Studio album by Poppy
- Released: January 23, 2026
- Studios: MDDN (Los Angeles, California)
- Genres: Metalcore; alternative metal; industrial metal;
- Length: 38:31
- Label: Sumerian
- Producer: Jordan Fish

Poppy chronology
| Negative Spaces (2024) | Empty Hands (2026) |  |

Singles from Empty Hands
- "Unravel" Released: October 23, 2025; "Bruised Sky" Released: November 12, 2025; "Guardian" Released: December 4, 2025; "Time Will Tell" Released: January 23, 2026; "Dying to Forget" Released: June 17, 2026;

= Empty Hands (album) =

Empty Hands is the seventh studio album by American singer Poppy. It was released through Sumerian Records on January 23, 2026. The album's lyrics were written solely by Poppy, while production was handled by Jordan Fish, who also produced her previous album Negative Spaces (2024).

Empty Hands received acclaim from music critics, who praised its production and Poppy's vocal performance, but some criticism aimed at its inconsistency. It debuted at number 137 on the US Billboard 200 becoming her second entry on the chart since her third album, I Disagree (2020). It also entered the charts in several countries including Australia and the UK, and becoming her first album to do so in Austria, Belgium, France, Germany, and Switzerland.

== Background ==
Poppy released her sixth studio album Negative Spaces in November 2024, which was critically acclaimed, and also marked her first collaboration with British producer Jordan Fish. She embarked on the They're All Around Us Tour in support of the record. On September 2, 2025, Poppy premiered the then-unreleased song "Bruised Sky" at her concert in Worcester, Massachusetts. The same month, she collaborated with Courtney LaPlante of Spiritbox and Amy Lee of Evanescence on the single "End of You", and was previously featured on Babymetal's single "From Me to U" earlier that year.

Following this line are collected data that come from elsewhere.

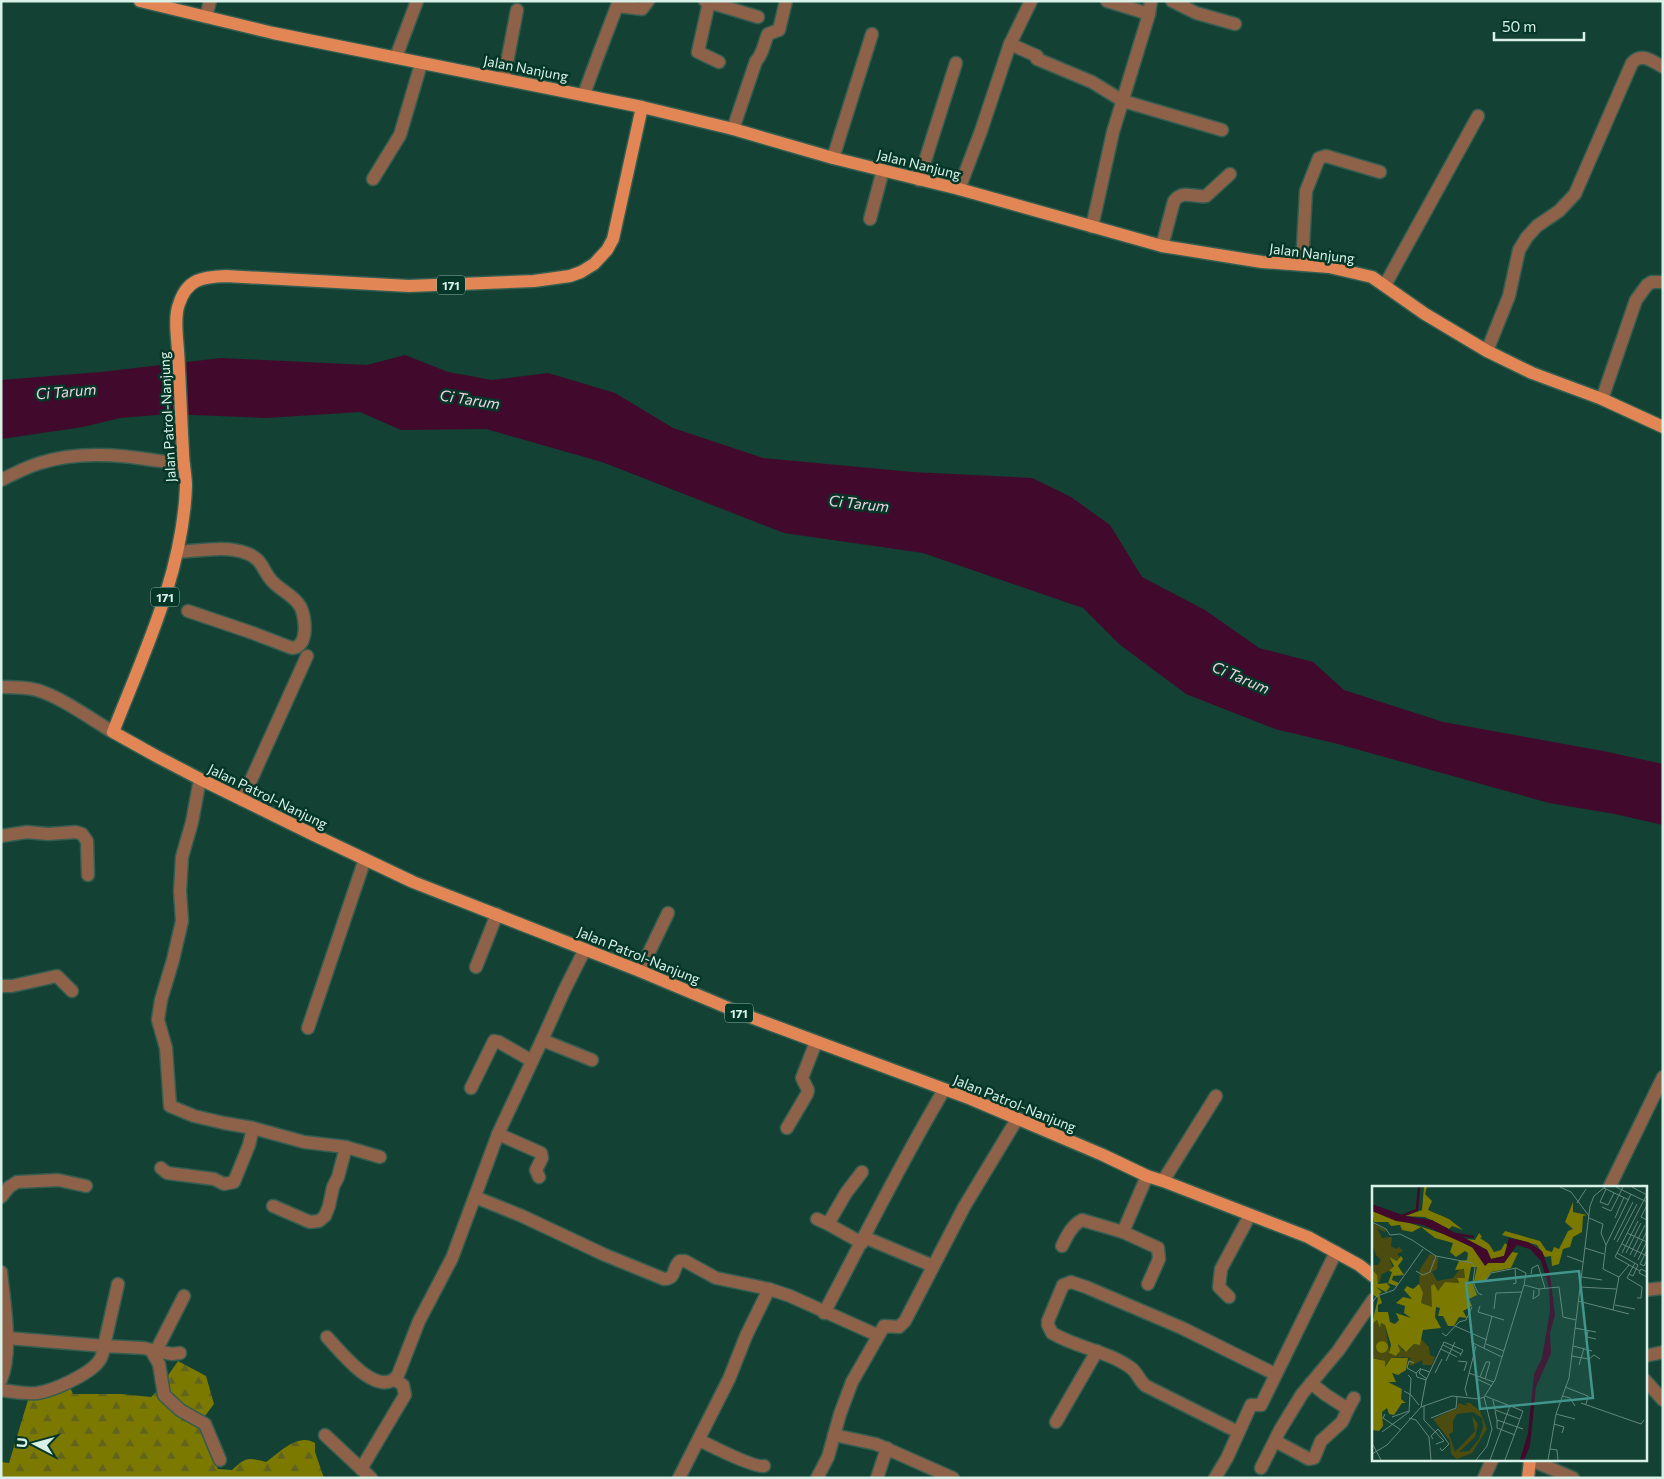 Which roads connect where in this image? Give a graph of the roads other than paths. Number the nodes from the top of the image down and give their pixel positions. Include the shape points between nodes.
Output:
1 (140, 1) edge
2 (210, 1) edge
3 (417, 1) edge
4 (648, 1) edge
5 (786, 1) edge
6 (1031, 1) edge
7 (1107, 1) edge
8 (1151, 1) edge
9 (1172, 1) edge
10 (707, 2) edge
11 (611, 4) edge
12 (517, 10) dead end
13 (1149, 14) junction
14 (206, 17) junction
15 (758, 18) dead end
16 (1235, 24) dead end
17 (872, 34) dead end
18 (1010, 44) junction
19 (396, 57) junction
20 (719, 62) dead end
21 (956, 63) dead end
22 (422, 64) junction
23 (1663, 67) edge
24 (504, 78) junction
25 (584, 94) junction
26 (1123, 101) junction
27 (642, 107) junction
28 (1478, 116) dead end
29 (733, 129) junction
30 (1222, 130) dead end
31 (832, 158) junction
32 (883, 170) junction
33 (1380, 172) dead end
34 (1230, 174) dead end
35 (373, 179) dead end
36 (918, 180) junction
37 (959, 189) junction
38 (870, 219) dead end
39 (1092, 227) junction
40 (1162, 246) junction
41 (1302, 265) junction
42 (1663, 282) edge
43 (1384, 285) junction
44 (1487, 351) junction
45 (1602, 399) junction
46 (1663, 427) edge
47 (184, 460) junction
48 (1, 480) edge
49 (177, 552) junction
50 (188, 611) dead end
51 (307, 656) dead end
52 (1, 687) edge
53 (113, 732) junction
54 (200, 779) junction
55 (242, 800) junction
56 (1, 836) edge
57 (364, 859) junction
58 (88, 876) dead end
59 (668, 913) dead end
60 (497, 914) junction
61 (585, 949) junction
62 (476, 967) dead end
63 (640, 970) junction
64 (1, 986) edge
65 (72, 991) dead end
66 (308, 1028) dead end
67 (542, 1040) junction
68 (816, 1042) junction
69 (592, 1060) dead end
70 (532, 1061) junction
71 (1662, 1079) edge
72 (471, 1088) dead end
73 (944, 1090) junction
74 (1216, 1096) dead end
75 (1017, 1120) junction
76 (253, 1128) junction
77 (787, 1128) dead end
78 (498, 1134) junction
79 (346, 1147) junction
80 (380, 1158) dead end
81 (161, 1168) dead end
82 (862, 1172) dead end
83 (1147, 1176) junction
84 (539, 1177) dead end
85 (1163, 1181) junction
86 (86, 1186) dead end
87 (1610, 1186) edge
88 (475, 1196) junction
89 (1, 1197) edge
90 (273, 1206) dead end
91 (1250, 1215) junction
92 (1123, 1232) junction
93 (863, 1240) junction
94 (1062, 1246) dead end
95 (1336, 1252) junction
96 (933, 1266) junction
97 (1, 1272) edge
98 (1372, 1275) edge
99 (118, 1284) dead end
100 (1148, 1284) dead end
101 (1663, 1288) edge
102 (769, 1289) junction
103 (1646, 1290) edge
104 (184, 1296) dead end
105 (1229, 1297) dead end
106 (1372, 1301) edge
107 (824, 1312) junction
108 (877, 1336) junction
109 (327, 1337) dead end
110 (7, 1338) junction
111 (104, 1346) junction
112 (153, 1350) junction
113 (1097, 1351) junction
114 (1663, 1352) edge
115 (180, 1353) dead end
116 (1646, 1356) edge
117 (1276, 1374) junction
118 (1, 1380) edge
119 (394, 1380) junction
120 (1646, 1381) edge
121 (1311, 1383) junction
122 (1, 1390) edge
123 (1663, 1400) edge
124 (1056, 1422) dead end
125 (1238, 1432) junction
126 (325, 1435) dead end
127 (834, 1436) junction
128 (699, 1440) junction
129 (1275, 1441) junction
130 (887, 1448) junction
131 (220, 1460) dead end
132 (1491, 1462) edge
133 (1530, 1462) edge
134 (1535, 1462) edge
135 (764, 1466) dead end
136 (1261, 1468) dead end
137 (360, 1469) junction
138 (371, 1478) edge
139 (680, 1478) edge
140 (816, 1478) edge
141 (877, 1478) edge
142 (952, 1478) edge
143 (1215, 1478) edge
144 (1484, 1478) edge
145 (1528, 1478) edge
146 (1573, 1478) edge

1 - 14 main road, Jalan Nanjung
2 - 14 street
3 - 19 street
4 - 11 street via 642,9
5 - 29 street via 780,28 768,34
6 - 18 street
7 - 13 street
8 - 13 street
9 - 16 street via 1196,14
10 - 15 street
10 - 20 street via 698,52
11 - 25 street
12 - 24 street
13 - 26 street
14 - 19 main road, Jalan Nanjung
17 - 31 street
18 - 26 street via 1092,82
18 - 37 street
19 - 22 main road, Jalan Nanjung
21 - 36 street
22 - 24 main road, Jalan Nanjung
22 - 35 street via 400,135
23 - 44 street via 1642,57 1632,63 1576,194 1537,226 1519,250 1509,296
24 - 25 main road, Jalan Nanjung
25 - 27 main road, Jalan Nanjung
26 - 30 street
26 - 39 street
27 - 29 main road, Jalan Nanjung
27 - 47 main road, Jalan Patrol-Nanjung / 171 via 614,240 594,264 581,272 534,281 409,286 226,276 195,281 186,289 178,306
28 - 43 street
29 - 31 main road, Jalan Nanjung
31 - 32 main road, Jalan Nanjung
32 - 36 main road, Jalan Nanjung
32 - 38 street
33 - 41 street via 1326,156 1319,158 1306,191
34 - 40 street via 1206,196 1187,194 1174,200
36 - 37 main road, Jalan Nanjung
37 - 39 main road, Jalan Nanjung
39 - 40 main road, Jalan Nanjung
40 - 41 main road, Jalan Nanjung
41 - 43 main road, Jalan Nanjung via 1356,273 1372,277
42 - 45 street via 1647,285 1636,300
43 - 44 main road, Jalan Nanjung
44 - 45 main road, Jalan Nanjung
45 - 46 main road, Jalan Nanjung
47 - 48 street via 86,455 40,462
47 - 49 main road, Jalan Patrol-Nanjung / 171 via 186,485
49 - 50 street via 232,550 257,558 273,582 299,604 303,611 304,636 302,642 292,648
49 - 53 main road, Jalan Patrol-Nanjung / 171 via 164,602
51 - 55 street
52 - 53 street via 37,690
53 - 54 main road, Jalan Patrol-Nanjung / 171
54 - 55 main road, Jalan Patrol-Nanjung / 171
54 - 76 street via 182,857 182,921 158,1020 166,1048 169,1104 194,1116
55 - 57 main road, Jalan Patrol-Nanjung / 171
56 - 58 street via 26,832 82,834 87,842
57 - 60 main road, Jalan Patrol-Nanjung / 171 via 413,882
57 - 66 street
59 - 63 street
60 - 61 main road, Jalan Patrol-Nanjung / 171
60 - 62 street
61 - 63 main road, Jalan Patrol-Nanjung / 171
61 - 67 street
63 - 68 main road, Jalan Patrol-Nanjung / 171
64 - 65 street via 57,976
67 - 69 street
67 - 70 street
68 - 73 main road, Jalan Patrol-Nanjung / 171
68 - 77 street via 802,1078 807,1094
70 - 72 street via 494,1040
70 - 78 street
71 - 87 street
73 - 75 main road, Jalan Patrol-Nanjung / 171
73 - 93 street
74 - 85 street
75 - 83 main road, Jalan Patrol-Nanjung / 171
75 - 96 street via 964,1207
76 - 79 street via 304,1142
76 - 81 street via 245,1158 230,1184 167,1173
78 - 84 street via 541,1153 536,1170
78 - 88 street
79 - 80 street
79 - 90 street via 326,1216 310,1222
82 - 93 street via 822,1222
83 - 85 main road, Jalan Patrol-Nanjung / 171
83 - 92 street
85 - 91 main road, Jalan Patrol-Nanjung / 171
86 - 89 street via 58,1180 17,1182
88 - 102 street via 605,1256 664,1279 673,1276 680,1260 716,1278
88 - 119 street via 452,1258
91 - 95 main road, Jalan Patrol-Nanjung / 171 via 1308,1237
91 - 105 street via 1221,1269 1219,1287
92 - 94 street via 1082,1220 1076,1223
92 - 100 street via 1158,1248 1159,1259
93 - 96 street
93 - 107 street
95 - 98 main road, Jalan Patrol-Nanjung / 171
95 - 117 street
96 - 108 street via 902,1324 884,1326
97 - 110 street
99 - 111 street
101 - 103 street
102 - 107 street
102 - 128 street
104 - 112 street
106 - 121 street
107 - 108 street
108 - 127 street via 852,1382
109 - 119 street via 355,1368 376,1380 389,1383
110 - 111 street
110 - 118 street
111 - 112 street
111 - 122 street via 95,1366 62,1385 38,1393
112 - 115 street
112 - 131 street via 159,1364 164,1395 180,1410 205,1424
113 - 117 street via 1050,1330 1048,1321 1066,1283 1086,1287 1182,1328
113 - 124 street
113 - 125 street via 1132,1369 1146,1386
114 - 116 street
117 - 125 street via 1260,1406 1251,1405
119 - 137 street via 403,1385 405,1395
120 - 123 street
121 - 129 street via 1294,1405
121 - 129 street via 1326,1395 1351,1404 1342,1422 1321,1442 1314,1458
125 - 143 street
126 - 137 street
127 - 130 street
127 - 140 street via 828,1457
128 - 135 street
128 - 139 street
129 - 136 street
130 - 141 street
130 - 142 street
132 - 144 street
133 - 145 main road
134 - 146 street
137 - 138 street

On October 23, 2025, Poppy announced the Constantly Nowhere Tour and released "Unravel" as the album's lead single. The tour commenced in Brisbane, Australia on January 20, 2026. On November 12, 2025, Poppy announced Empty Hands, along with the release of its second single, "Bruised Sky". On December 4, the third single, "Guardian", was released. On January 23, "Time Will Tell" was released along with album as the fourth single. On June 17, 2026, Poppy released a music video for the song "Dying to Forget", featuring Isaac Hale of Knocked Loose and Stephen Harrison of House of Protection.

== Composition ==
Empty Hands has been primarily described as metalcore, alternative metal, industrial metal, and nu metal. In a press release announcing the album, Empty Hands was said to feature elements of industrial music and pop sensibilities, with "moments that call back to Poppy's surrealist roots with her signature uncanny, machine-like voice". Critics have noted elements of speed metal, deathcore, punk rock, synth-pop, electronic rock, alternative rock, grunge, stoner metal, black metal, and djent. All of the album's songs are co-written by Poppy and Fish, with additional contributions made by House of Protection guitarist Stephen Harrison and Julian Gargiulo.

== Critical reception ==

 Neil Z. Yeung of AllMusic wrote, "As a culmination of everything she's been building toward in the years since I Disagree, Empty Hands is a towering success, priming Poppy for the arena big leagues with her twisted and wildly engrossing style." Anne Rickson of Blabbermouth wrote, "'Empty Hands' sounds like Poppy doing exactly what she wants, without overthinking it. When she's fired up and emotionally invested, her music hits on another level, and this album captures that energy from start to finish." Joe Edwards of Boolin Tunes wrote, "[the album is] missing that key element that has always made Poppy an act worth following – experimentation, and dabbling in new sounds." Shannon Garner of Clash noted on the continued "evolution" of Poppy's musical style and the "confrontational" tone of the album. Sarah Jamieson of DIY wrote, "Empty Hands feels defiant in its ambition but never disingenuous or forced." Emily Wilkes of Kerrang! called it "her most chameleonic, creative body of work to date." Ixora Cook of New Noise Magazine complemented the albums' lyrical themes of romantic grief, loss, and betrayal by stating, "the lyrics are...filled with some of the most vitriolic things I've ever heard Poppy say, [and] they're some of the most vivid, specific feelings we've ever heard her extrapolate upon."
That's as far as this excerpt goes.